Bulganin said that he believed he had stated the Soviet position clearly.

Eisenhower said that although he had indicated that he had nothing further to say, he would like to make one thing clear. He had assumed that neither question could be solved without the other. The unification of Germany would contribute to stability in Europe just as stability in Europe would make a difference in unifying Germany. This seemed to the US Delegation clear-cut and indisputable. They therefore felt that the study of both problems should be by groups or by any other means that the Foreign Ministers might devise and that these studies should be conducted simultaneously. He had nothing further to say.

Faure said that this was a new proposal by President Eisenhower: that the different questions should be discussed by different groups. Was that the President’s thought?

Eisenhower said that that was his original suggestion. Now he thought that the discussion of this item should be dropped, since there appeared to be no reason to believe that a common ground existed. In his opinion the two subjects were related. He had explained again why he thought so, but was not making any new proposal.

Faure asked whether Eden had any comment.

[Page 499]

Eden said that he had nothing further to say on the merits at that time, but would like to see where they stood with respect to the texts of the directives. Thanks to the excellent work of the Foreign Ministers, the text relating to European security had been agreed and there appeared to remain only one difference with respect to Germany.
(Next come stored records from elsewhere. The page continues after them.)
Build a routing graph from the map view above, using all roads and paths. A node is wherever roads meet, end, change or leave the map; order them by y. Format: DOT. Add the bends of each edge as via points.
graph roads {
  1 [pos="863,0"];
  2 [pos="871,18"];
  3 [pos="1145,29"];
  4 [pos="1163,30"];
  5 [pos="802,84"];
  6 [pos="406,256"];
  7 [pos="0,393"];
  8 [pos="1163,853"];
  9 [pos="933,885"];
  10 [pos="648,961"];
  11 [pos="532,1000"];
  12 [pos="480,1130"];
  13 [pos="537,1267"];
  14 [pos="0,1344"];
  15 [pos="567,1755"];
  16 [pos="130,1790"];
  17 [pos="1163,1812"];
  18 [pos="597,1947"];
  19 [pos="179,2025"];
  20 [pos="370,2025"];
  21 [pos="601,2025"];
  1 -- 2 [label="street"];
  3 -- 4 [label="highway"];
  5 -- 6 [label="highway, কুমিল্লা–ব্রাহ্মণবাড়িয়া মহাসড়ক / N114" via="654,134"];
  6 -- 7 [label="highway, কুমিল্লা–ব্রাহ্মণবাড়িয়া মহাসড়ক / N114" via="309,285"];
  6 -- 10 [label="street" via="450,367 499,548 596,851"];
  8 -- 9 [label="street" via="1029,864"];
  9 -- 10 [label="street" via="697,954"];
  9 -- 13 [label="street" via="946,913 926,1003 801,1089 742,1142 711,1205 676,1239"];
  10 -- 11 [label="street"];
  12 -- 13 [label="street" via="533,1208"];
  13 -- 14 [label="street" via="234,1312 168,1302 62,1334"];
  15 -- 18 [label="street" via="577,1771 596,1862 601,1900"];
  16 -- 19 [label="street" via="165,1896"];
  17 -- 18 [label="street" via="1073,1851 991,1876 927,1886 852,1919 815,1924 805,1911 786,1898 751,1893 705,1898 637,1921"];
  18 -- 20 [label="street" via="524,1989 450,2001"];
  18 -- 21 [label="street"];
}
It had been agreed that both questions could be discussed. Doubtless neither question could be finally settled without the other. It would be strange indeed if they should break down over the question of order.

Faure asked whether Bulganin had anything to add.

Bulganin said that he would like to make two remarks. The proposal upheld by the Soviet Delegation was not a procedural matter but one of substance for them. As for the suggestion about setting up groups or subcommittees, he thought that these were procedural matters to be determined by the Foreign Ministers. In conclusion, the Soviet Delegation had done all that they could to convince the others of their position, and he was sorry that they had been unable to do so.

Eisenhower said that he would repeat his suggestion that they go on to the next subject. That appeared to be the only thing to do.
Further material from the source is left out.